Start of Entries shown

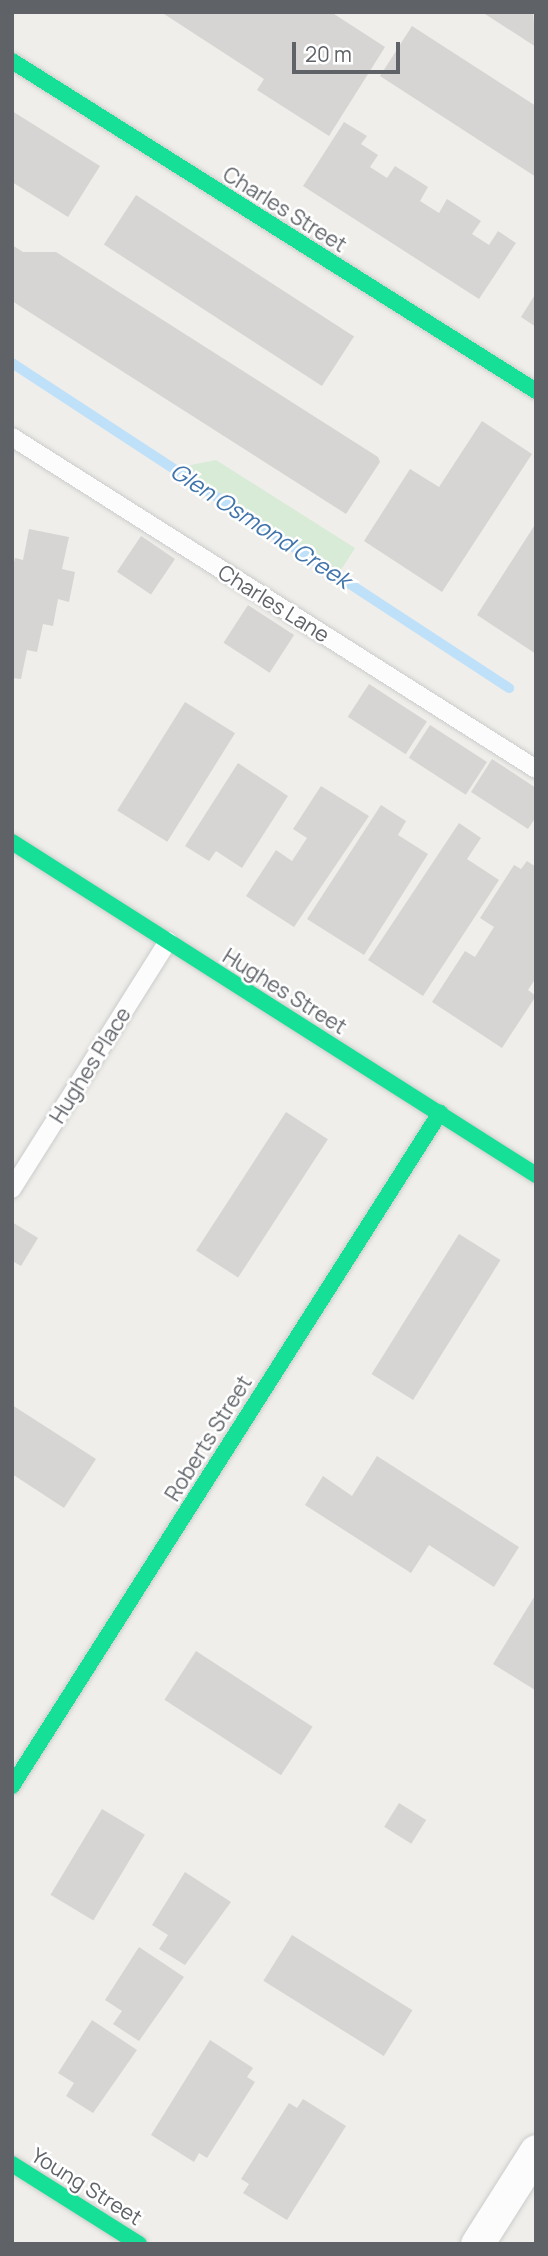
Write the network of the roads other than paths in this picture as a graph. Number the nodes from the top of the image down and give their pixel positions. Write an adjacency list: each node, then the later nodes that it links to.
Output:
1 (12, 61): 2 (street, Charles Street)
2 (536, 391)
3 (12, 437): 4 (lane, Charles Lane)
4 (536, 769)
5 (12, 842): 6 (street, Hughes Street)
6 (168, 941): 7 (street, Hughes Street); 9 (lane, Hughes Place)
7 (440, 1113): 8 (street, Hughes Street); 10 (street, Roberts Street)
8 (536, 1175)
9 (12, 1189)
10 (20, 1758): 11 (street, Roberts Street)
11 (12, 1786)
12 (536, 2151): 15 (street)
13 (12, 2164): 14 (street, Young Street)
14 (139, 2244)
15 (477, 2244)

End of Entries shown

== Exercise ==
Above are records with pictures; repeat them exactly, but without the pictures.

== Expected answer ==
Write the network of the roads other than paths in this picture as a graph. Number the nodes from the top of the image down and give their pixel positions. Write an adjacency list: each node, then the later nodes that it links to.
Output:
1 (12, 61): 2 (street, Charles Street)
2 (536, 391)
3 (12, 437): 4 (lane, Charles Lane)
4 (536, 769)
5 (12, 842): 6 (street, Hughes Street)
6 (168, 941): 7 (street, Hughes Street); 9 (lane, Hughes Place)
7 (440, 1113): 8 (street, Hughes Street); 10 (street, Roberts Street)
8 (536, 1175)
9 (12, 1189)
10 (20, 1758): 11 (street, Roberts Street)
11 (12, 1786)
12 (536, 2151): 15 (street)
13 (12, 2164): 14 (street, Young Street)
14 (139, 2244)
15 (477, 2244)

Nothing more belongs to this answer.